Threat Hunting Basics
Threat hunting is the proactive practice of searching for hidden threats or malicious activity within an organization’s environment, before or sometimes after alerts are triggered. Its main goal is to uncover attacks early, reducing the dwell time, which is the period an adversary remains undetected in the network.
Dwell time refers to the period an attacker remains undetected in your environment. Minimizing dwell time is critical because even a few hours of undetected activity can lead to stolen credentials, lateral movement, and data exfiltration.

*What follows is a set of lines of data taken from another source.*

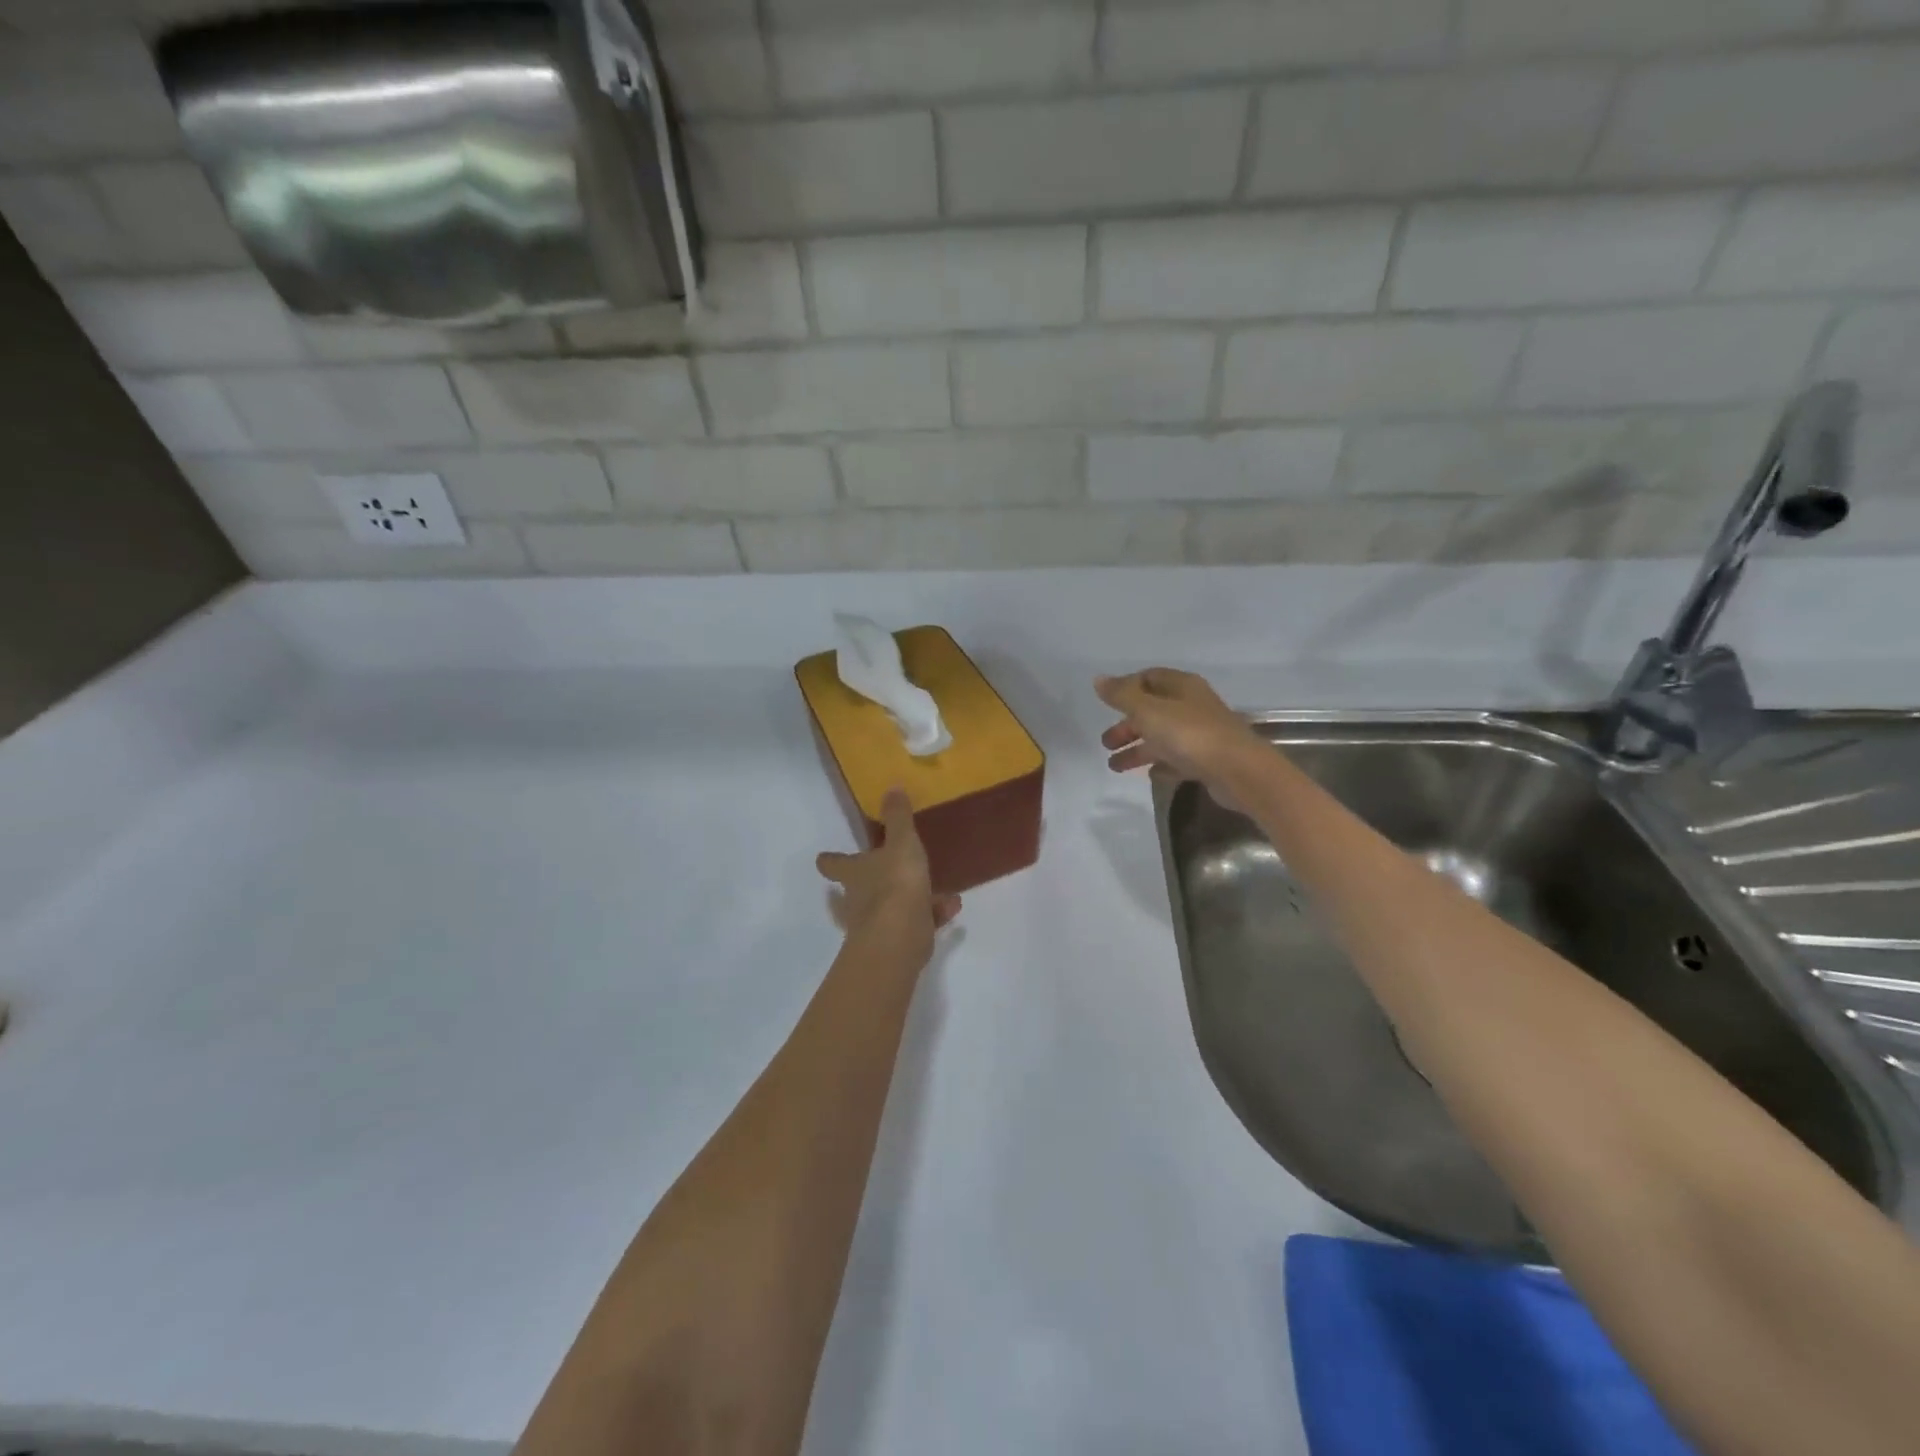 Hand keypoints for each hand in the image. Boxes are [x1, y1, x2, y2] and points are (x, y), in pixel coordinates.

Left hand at [816, 789, 961, 959]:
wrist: (900, 937)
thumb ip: (898, 817)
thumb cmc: (895, 883)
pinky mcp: (897, 943)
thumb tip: (891, 787)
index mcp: (854, 873)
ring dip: (910, 899)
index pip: (834, 864)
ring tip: (941, 892)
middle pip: (855, 891)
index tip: (823, 858)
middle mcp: (858, 900)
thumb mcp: (901, 843)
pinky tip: (952, 907)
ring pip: (889, 908)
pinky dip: (931, 915)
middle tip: (880, 874)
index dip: (830, 860)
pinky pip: (915, 923)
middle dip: (867, 884)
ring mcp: (875, 925)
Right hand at [1096, 668, 1266, 801]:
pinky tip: (1150, 775)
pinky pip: (1178, 759)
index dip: (1126, 688)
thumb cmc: (1189, 734)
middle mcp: (1192, 706)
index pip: (1149, 677)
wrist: (1237, 771)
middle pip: (1153, 710)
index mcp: (1181, 686)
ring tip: (1115, 767)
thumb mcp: (1148, 711)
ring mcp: (1201, 734)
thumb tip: (1098, 679)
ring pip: (1163, 737)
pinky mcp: (1207, 760)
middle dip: (1127, 725)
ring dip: (1138, 749)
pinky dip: (1162, 764)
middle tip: (1106, 742)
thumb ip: (1122, 696)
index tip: (1106, 705)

Why Traditional Security Tools Fall Short
While AV and EDR solutions are valuable, they inherently rely on predefined detection rules such as known file hashes, signatures, or behavioral indicators. These tools are excellent at catching known threats but often fail against:
- Zero day malware that has never been seen before
- Advanced Persistent Threats (APT) employing novel techniques
- Insider threats or misconfigurations that behave like legitimate activity
Traditional security tools are fundamentally reactive. If a malicious action does not match a signature or known behavior, it can easily go unnoticed. Threat hunting fills this gap, enabling security teams to actively search for anomalies, uncover stealthy attacks, and improve detection over time.
The Value of Threat Hunting
Threat hunting goes beyond simply finding malware or malicious IPs. It allows security teams to uncover critical weaknesses that may otherwise remain hidden, such as:
- Misconfigured devices that could be exploited
- Unpatched software on critical servers
- Unauthorized or suspicious software installations
- Evidence of privilege escalation or unauthorized account activity
In addition to immediate detection, hunting provides insights that improve overall security posture. Every hunt refines detection rules, enhances log collection practices, and informs proactive risk mitigation strategies.
When Should You Hunt?
Threat hunting can be initiated in multiple scenarios. Some hunts are scheduled periodically to ensure no anomalies go unnoticed, while others are reactive to intelligence or internal alerts. Common triggers include:
- Routine proactive hunts within organizations that maintain dedicated hunting teams
- New threat intelligence indicating emerging attacks targeting your sector
- SOC or IR alerts highlighting suspicious activity that requires deeper investigation
- Findings from previous hunts, where anomalies were identified but not fully investigated
- Post-risk assessment validation, focusing on high value systems or sensitive data
Effectively, threat hunting is both a strategic and tactical process, balancing routine assessments with intelligence driven investigations.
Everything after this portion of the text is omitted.